Paul
Goble
Staunton, November 1 – Russians will
at some point in the future come to view the period of Vladimir Putin’s rule in
their country with the same horror and distaste that Germans now view Hitler’s
Third Reich in Germany, according to Svetlana Aleksiyevich, winner of this year’s
Nobel Prize for Literature.
Aleksiyevich made that observation
and many others in the course of an interview with Poland’s Onet.pl portal (wiadomosci.onet.pl/tylko-w-onecie/swietlana-aleksijewicz-przyjdzie-taki-czas-ze-rosjanom-bedzie-wstyd/p1xlw8;
a Russian translation of her words is available at charter97.org/ru/news/2015/10/30/176080/).
She
began by saying that Belarusians were extremely pleased by her receipt of the
Nobel Prize, something that she says was for her “a shock.” The reaction of many Russians was horrifying
but hardly unexpected given her criticism of Putin for his war against Ukraine
and the way in which Moscow has greeted most of its writers who have won the
Nobel.
But
other Russians were pleased and welcomed the decision of the Nobel committee, a
reflection, Aleksiyevich says, of the fact that today “Russia is a divided
country. There is not one Russia but two, and they are struggling with each
other.”
She
notes that the Nobel committee gave her the prize “as a Belarusian writer,” but
she points out that “I write in Russian and I am the sixth writer with a Nobel
who writes in this language.” Like four of the five others, she has been
vilified by officials. Only Mikhail Sholokhov who was loyal to Stalin escaped
that fate.
But
Aleksiyevich continues, “”a time will come when the Russian people will be
ashamed of what [Putin] is doing, and it will think about ‘the Putin period’ as
an eclipse of the mind just as today Germans remains the 1930s” when Hitler and
the Nazis ruled in their country and unleashed wars on others.

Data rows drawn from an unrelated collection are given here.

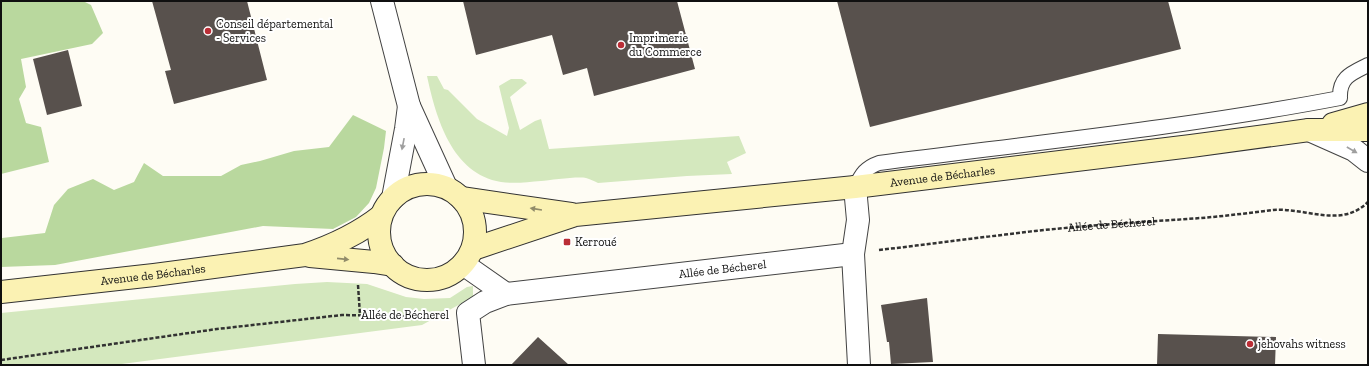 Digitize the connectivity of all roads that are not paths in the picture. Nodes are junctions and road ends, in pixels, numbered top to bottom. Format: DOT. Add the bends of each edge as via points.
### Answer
graph roads {
  1 [pos="382,1"];
  2 [pos="1368,66"];
  3 [pos="409,106"];
  4 [pos="1368,114"];
  5 [pos="1309,130"];
  6 [pos="1368,130"];
  7 [pos="1368,161"];
  8 [pos="855,186"];
  9 [pos="454,192"];
  10 [pos="393,198"];
  11 [pos="575,215"];
  12 [pos="381,216"];
  13 [pos="853,254"];
  14 [pos="305,255"];
  15 [pos="468,256"];
  16 [pos="393,265"];
  17 [pos="1,292"];
  18 [pos="506,294"];
  19 [pos="474,365"];
  20 [pos="859,365"];
  1 -- 3 [label="street"];
  2 -- 8 [label="lane" via="1346,78 1339,90 1340,98 1193,123 879,162 863,172"];
  3 -- 9 [label="street"];
  3 -- 10 [label="street, one-way"];
  4 -- 5 [label="main road, Avenue de Bécharles"];
  5 -- 6 [label="main road, Avenue de Bécharles"];
  5 -- 7 [label="street, one-way" via="1354,150"];
  5 -- 8 [label="main road, Avenue de Bécharles"];
  8 -- 11 [label="main road, Avenue de Bécharles"];
  8 -- 13 [label="street" via="858,220"];
  9 -- 10 [label="main road" via="432,184 418,184"];
  11 -- 9 [label="main road, Avenue de Bécharles, one-way"];
  9 -- 15 [label="main road" via="470,208 474,221 476,234"];
  10 -- 12 [label="main road"];
  11 -- 15 [label="main road, Avenue de Bécharles"];
  12 -- 14 [label="main road, Avenue de Bécharles" via="347,238"];
  12 -- 16 [label="main road" via="380,242 385,255"];
  13 -- 18 [label="street, Allée de Bécherel"];
  13 -- 20 [label="street"];
  14 -- 16 [label="main road, Avenue de Bécharles, one-way"];
  14 -- 17 [label="main road, Avenue de Bécharles"];
  15 -- 16 [label="main road" via="453,272 441,278 428,280 403,273"];
  15 -- 18 [label="street"];
  18 -- 19 [label="street, Allée de Bécherel" via="468,312"];
} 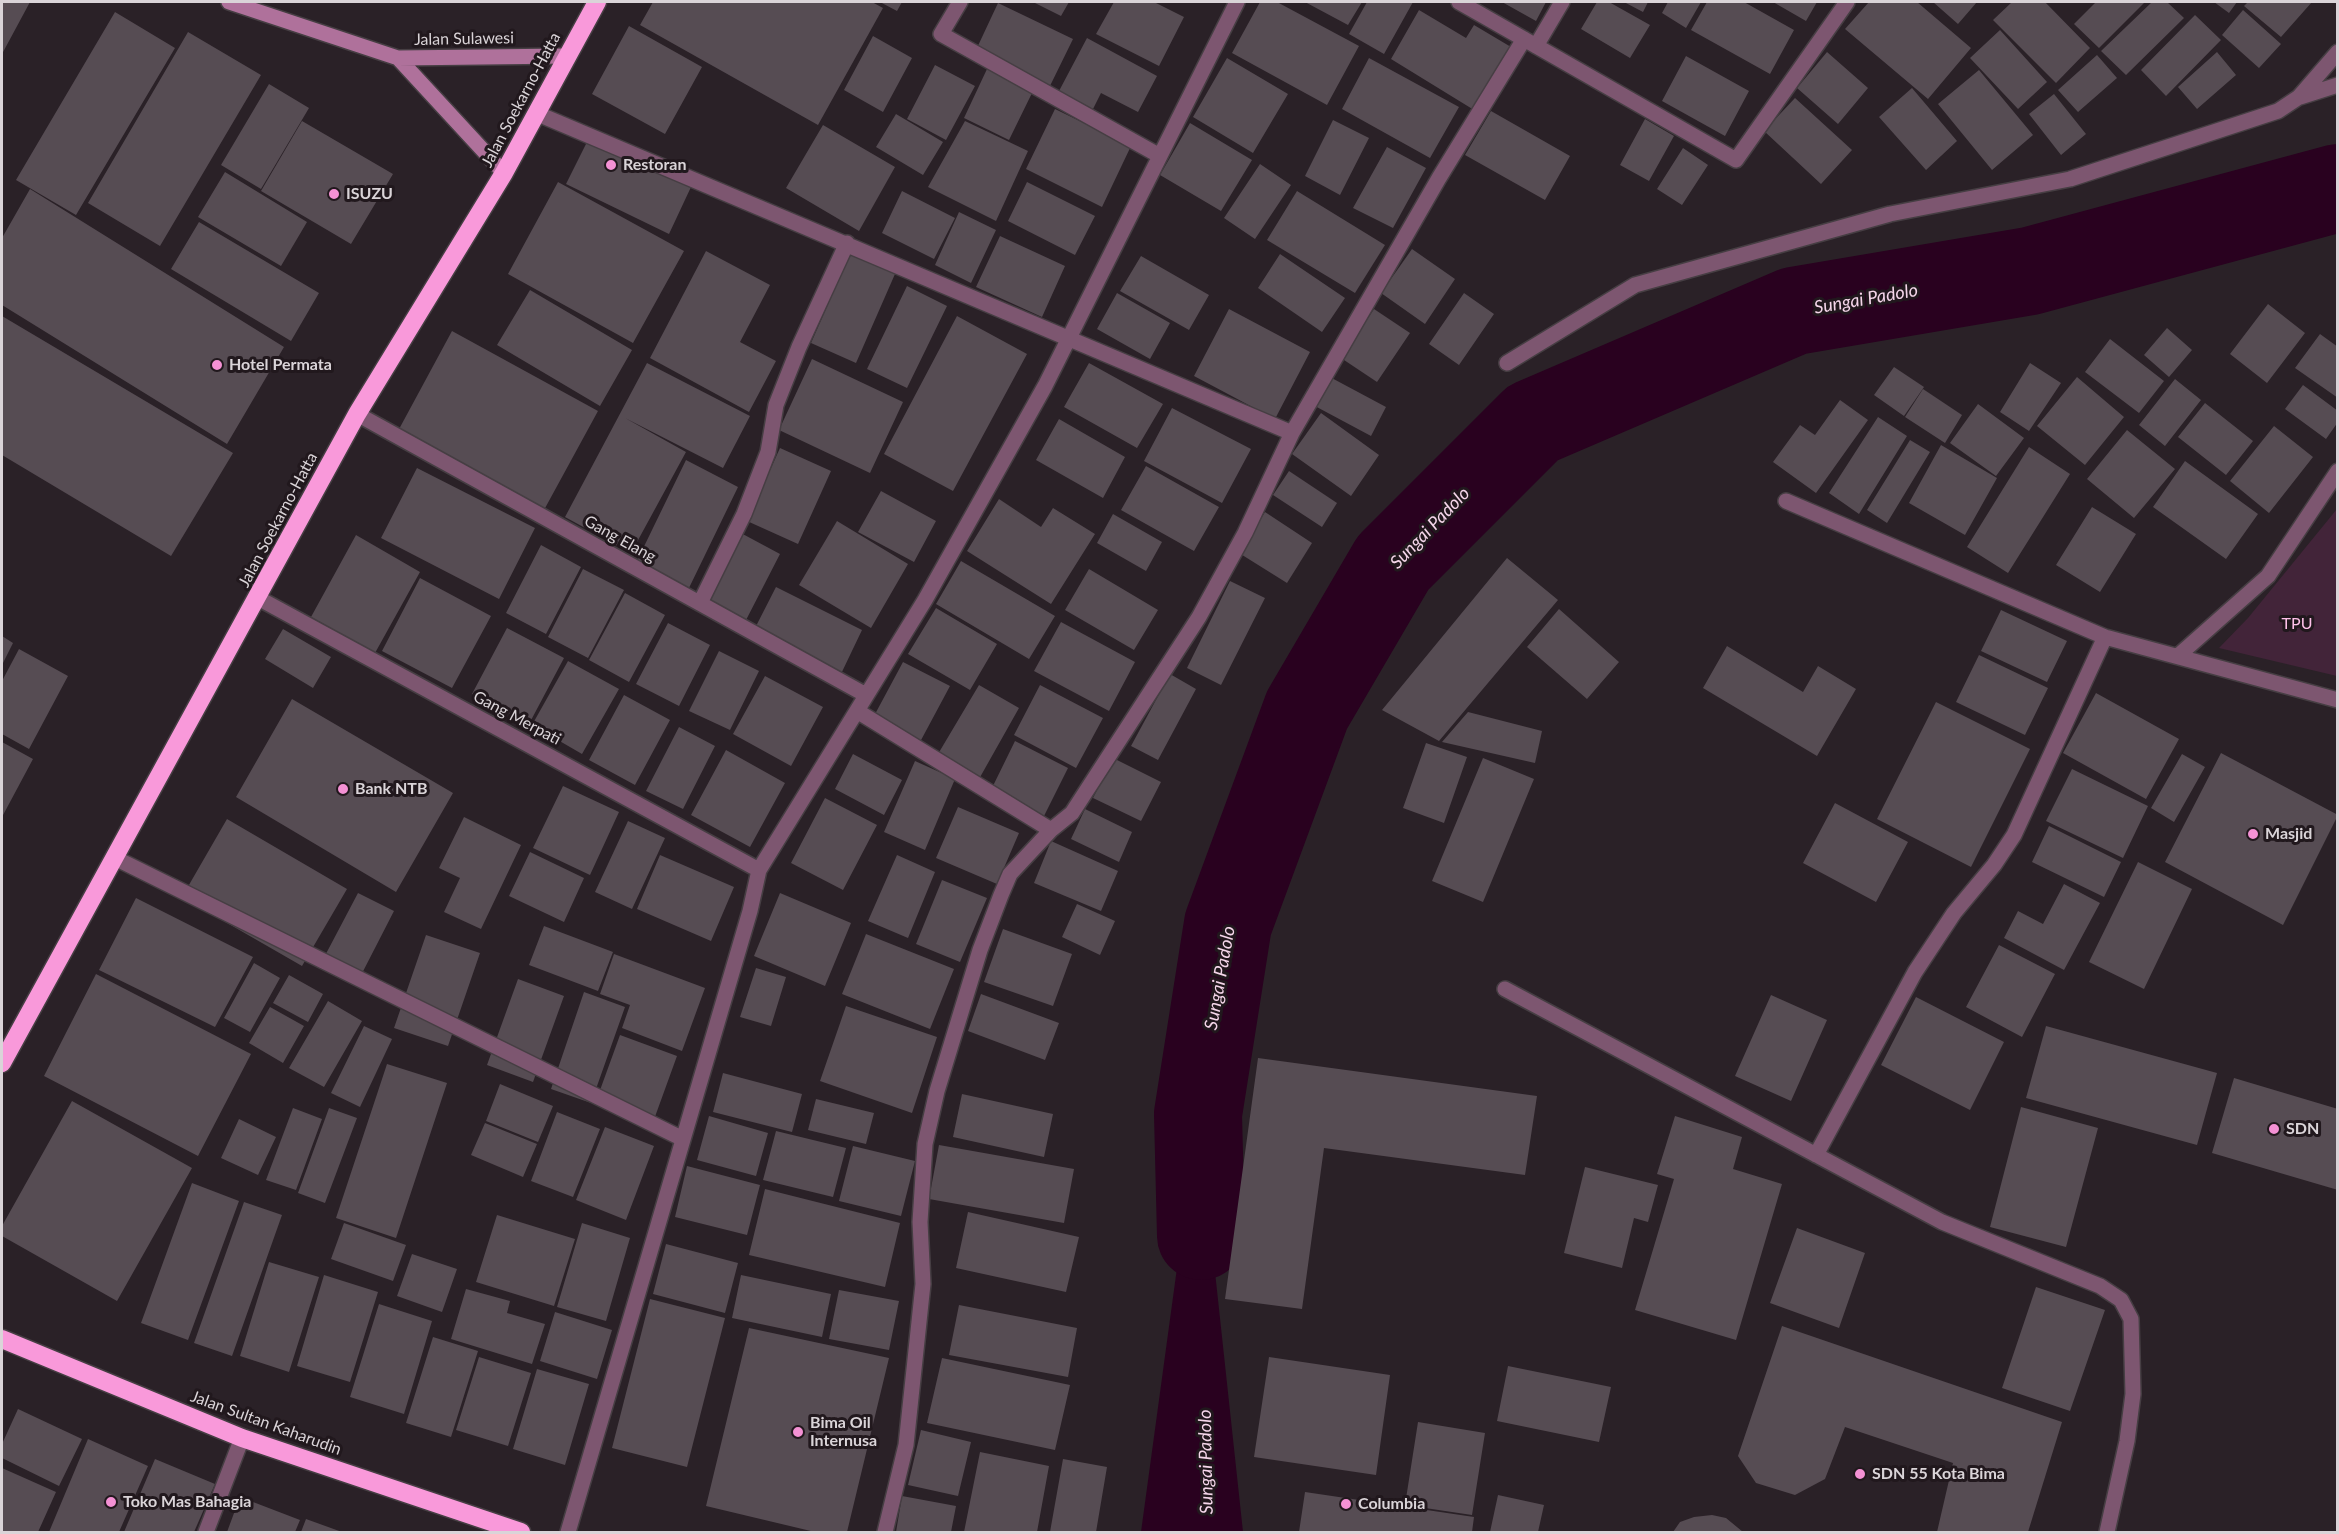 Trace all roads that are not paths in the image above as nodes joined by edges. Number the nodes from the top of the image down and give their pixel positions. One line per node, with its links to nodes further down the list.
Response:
1 (229, 2): 11 (street, Jalan Sulawesi)
2 (597, 2): 10 (highway, Jalan Soekarno-Hatta)
3 (960, 2): 15 (street)
4 (1237, 2): 15 (street)
5 (1459, 2): 8 (street)
6 (1562, 2): 8 (street)
7 (1847, 2): 8 (street)
8 (1530, 42): 21 (street)
9 (2337, 52): 13 (street)
10 (566, 56): 11 (street, Jalan Sulawesi); 14 (highway, Jalan Soekarno-Hatta)
11 (398, 58): 16 (street, Jalan Sulawesi)
12 (2337, 85): 13 (street)
13 (2299, 97): 19 (street)
14 (538, 114): 16 (highway, Jalan Soekarno-Hatta); 17 (street)
15 (1160, 156): 18 (street)
16 (504, 173): 20 (highway, Jalan Soekarno-Hatta)
17 (847, 243): 18 (street); 25 (street)
18 (1069, 339): 21 (street); 28 (street)
19 (1507, 363)
20 (357, 414): 24 (highway, Jalan Soekarno-Hatta); 25 (street, Gang Elang)
21 (1292, 433): 31 (street)
22 (2337, 471): 27 (street)
23 (1786, 501): 26 (street)
24 (258, 598): 32 (highway, Jalan Soekarno-Hatta); 33 (street, Gang Merpati)
25 (700, 603): 28 (street, Gang Elang)
26 (2105, 637): 27 (street); 37 (street)
27 (2179, 656): 29 (street)
28 (866, 694): 30 (street)
29 (2337, 700)
30 (856, 711): 31 (street); 33 (street)
31 (1051, 830): 43 (street)
32 (115, 858): 35 (highway, Jalan Soekarno-Hatta); 36 (street)
33 (759, 870): 36 (street)
34 (1505, 989): 37 (street)
35 (2, 1063)
36 (683, 1139): 42 (street)
37 (1816, 1155): 44 (street)
38 (2, 1339): 39 (highway, Jalan Sultan Kaharudin)
39 (242, 1438): 40 (street); 41 (highway, Jalan Sultan Kaharudin)
40 (206, 1533)
41 (521, 1533)
42 (568, 1533)
43 (885, 1533)
44 (2107, 1533)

At the moment, that may seem improbable, just as it once
seemed likely that “Stalin would live forever,” she says. But eventually “time
passed and we have been able to assess him.” No one should forget that “dictators
– large or small – are temporary figures. Where are Hitler, Mussolini, and
Stalin now?”
But
the people who lived under them remained, and they are the subject of
Aleksiyevich’s work. “They even say this
about themselves: ‘the Soviet Union doesn’t exist, but we (its citizens)
remain.’” And it has been very difficult for them to part company with the
myths of the Soviet past.
“I
think this is connected with the fact that we democrats didn’t use our chance,”
Aleksiyevich adds.
“If
you leave the big city for the village or the town, you see horrifying
pictures,” she continues. “In Russia, a young generation is growing up whose
parents are simple people who do not have anything and cannot educate their
children.” They thus “begin to remember times when it wasn’t necessary to have money
to study in universities or to be treated by a doctor.”
These
people live in a world of myths, and Aleksiyevich says that she sees her task
as exposing and dissolving such myths. Her book about the Soviet invasion of
Afghanistan, “Zinky Boys,” undermined the claims that Russians are “great and
just and everywhere seek to establish peace.”
In
fact, “in Afghanistan, Russians were called ‘Soviet Hitlerites.” But many
Russians prefer the comfortable myths to the bitter truths and are angry at her
and others who try to speak the truth. These people are “hostages” of the regime’s
ideology. Russians are “not idiots” but they are constantly bombarded with
government propaganda and come to accept it.
A
change in the regime in Moscow could dispel these myths or make the situation
even worse, Aleksiyevich says. It could happen that “fascists who would be even
worse than Putin could come to power,” and they would be “significantly more
extremist than Putin. Much more horrible.”
The
Nobel laureate says she finds none of this surprising or signaling any final
stage in history. That is because she and her friends have read about how Germany
appeared when Hitler came to power and how Russia looked when the Bolsheviks
did. “We see that all this is the same. Then too no one believed” that either
of these marginal groups would come to power.
The
same thing was true of Putin’s rise to power. Only a few years ago, he and
those who think like him were viewed as marginal as well. People laughed at
them, “and no one listened to them. But now they decide everything.” But
equally, with time, the other dictators have passed away, and so will he.
Aleksiyevich
concludes her interview by saying that she once had a chance to look Putin in
the eye, in Paris at a cultural meeting organized by the French government. He “used
sweet phrases,” but it was obvious that “this is not a personality of the size
of Vaclav Havel, which would be what we would need. In this phase, there was no
sign of intellectual heft.”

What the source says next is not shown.